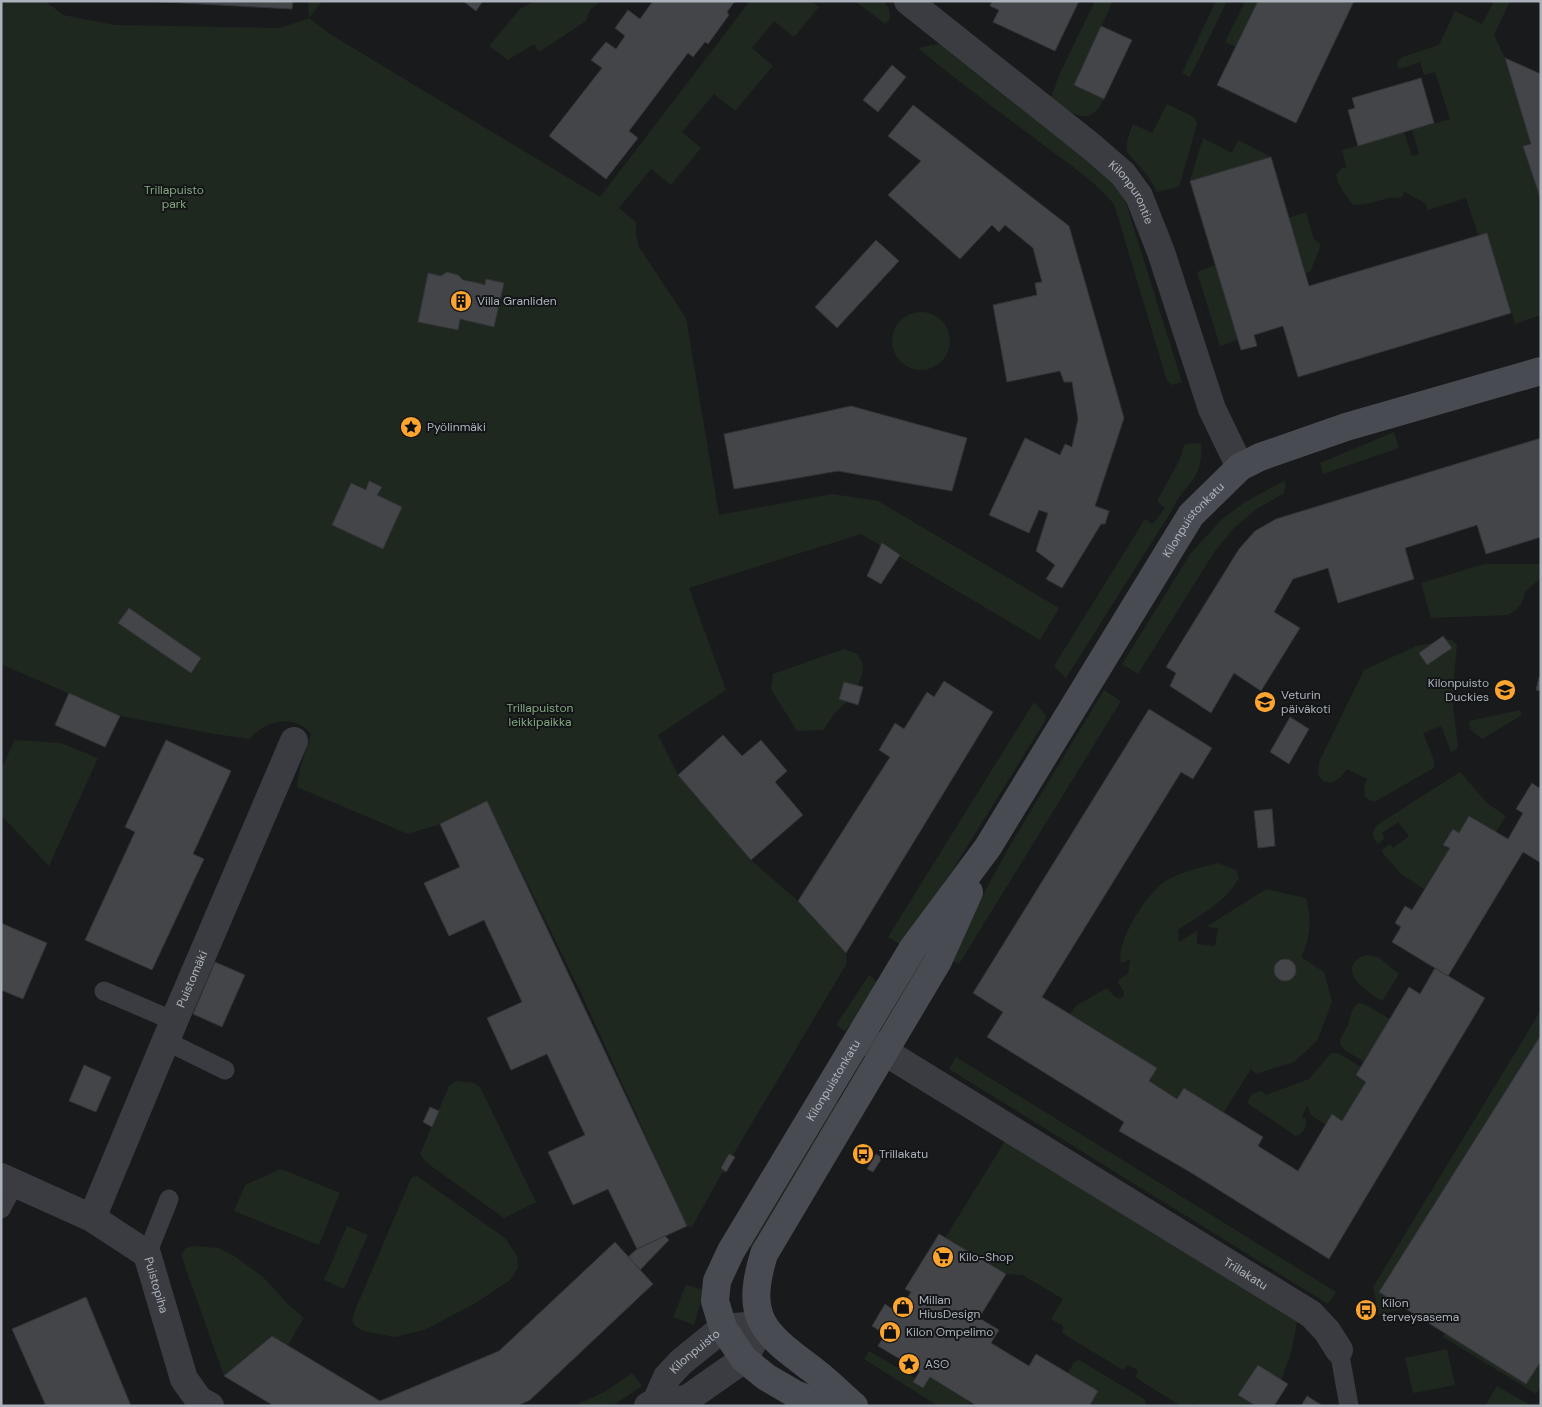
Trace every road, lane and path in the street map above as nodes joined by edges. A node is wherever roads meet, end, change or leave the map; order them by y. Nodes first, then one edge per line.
1 (908, 1) edge
2 (1541, 371) edge
3 (1240, 467) junction
4 (294, 741) dead end
5 (988, 847) junction
6 (104, 991) dead end
7 (170, 1031) junction
8 (860, 1037) junction
9 (885, 1052) junction
10 (225, 1070) dead end
11 (8, 1180) edge
12 (169, 1199) dead end
13 (1, 1209) edge
14 (92, 1218) junction
15 (146, 1254) junction
16 (762, 1325) junction
17 (723, 1328) junction
18 (1338, 1350) joint
19 (744, 1359) junction
20 (652, 1404) edge
21 (210, 1406) edge
22 (827, 1406) edge
23 (854, 1406) edge
24 (1349, 1406) edge

1 - 3 street, Kilonpurontie
2 - 3 street, Kilonpuistonkatu
3 - 5 street, Kilonpuistonkatu
4 - 7 street, Puistomäki
5 - 8 street, Kilonpuistonkatu
5 - 9 street, Kilonpuistonkatu
6 - 7 lane
7 - 10 lane
7 - 14 street, Puistomäki
8 - 9 street, Trillakatu
8 - 17 street, Kilonpuistonkatu
9 - 16 street, Kilonpuistonkatu
9 - 18 street, Trillakatu
11 - 13 lane
11 - 14 street, Puistopiha
12 - 15 lane
14 - 15 street, Puistopiha
15 - 21 street, Puistopiha
16 - 17 street, Kilonpuisto
16 - 19 street, Kilonpuisto
16 - 23 street
17 - 19 street, Kilonpuistonkatu
17 - 20 street, Kilonpuisto
18 - 24 lane
19 - 20 street, Kilonpuisto
19 - 22 street, Kilonpuistonkatu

· · · · ·

§ **Task**
Write out each record exactly as shown, but not its pictures.

§ **Task answer**
Trace every road, lane and path in the street map above as nodes joined by edges. A node is wherever roads meet, end, change or leave the map; order them by y. Nodes first, then one edge per line.
1 (908, 1) edge
2 (1541, 371) edge
3 (1240, 467) junction
4 (294, 741) dead end
5 (988, 847) junction
6 (104, 991) dead end
7 (170, 1031) junction
8 (860, 1037) junction
9 (885, 1052) junction
10 (225, 1070) dead end
11 (8, 1180) edge
12 (169, 1199) dead end
13 (1, 1209) edge
14 (92, 1218) junction
15 (146, 1254) junction
16 (762, 1325) junction
17 (723, 1328) junction
18 (1338, 1350) joint
19 (744, 1359) junction
20 (652, 1404) edge
21 (210, 1406) edge
22 (827, 1406) edge
23 (854, 1406) edge
24 (1349, 1406) edge

1 - 3 street, Kilonpurontie
2 - 3 street, Kilonpuistonkatu
3 - 5 street, Kilonpuistonkatu
4 - 7 street, Puistomäki
5 - 8 street, Kilonpuistonkatu
5 - 9 street, Kilonpuistonkatu
6 - 7 lane
7 - 10 lane
7 - 14 street, Puistomäki
8 - 9 street, Trillakatu
8 - 17 street, Kilonpuistonkatu
9 - 16 street, Kilonpuistonkatu
9 - 18 street, Trillakatu
11 - 13 lane
11 - 14 street, Puistopiha
12 - 15 lane
14 - 15 street, Puistopiha
15 - 21 street, Puistopiha
16 - 17 street, Kilonpuisto
16 - 19 street, Kilonpuisto
16 - 23 street
17 - 19 street, Kilonpuistonkatu
17 - 20 street, Kilonpuisto
18 - 24 lane
19 - 20 street, Kilonpuisto
19 - 22 street, Kilonpuistonkatu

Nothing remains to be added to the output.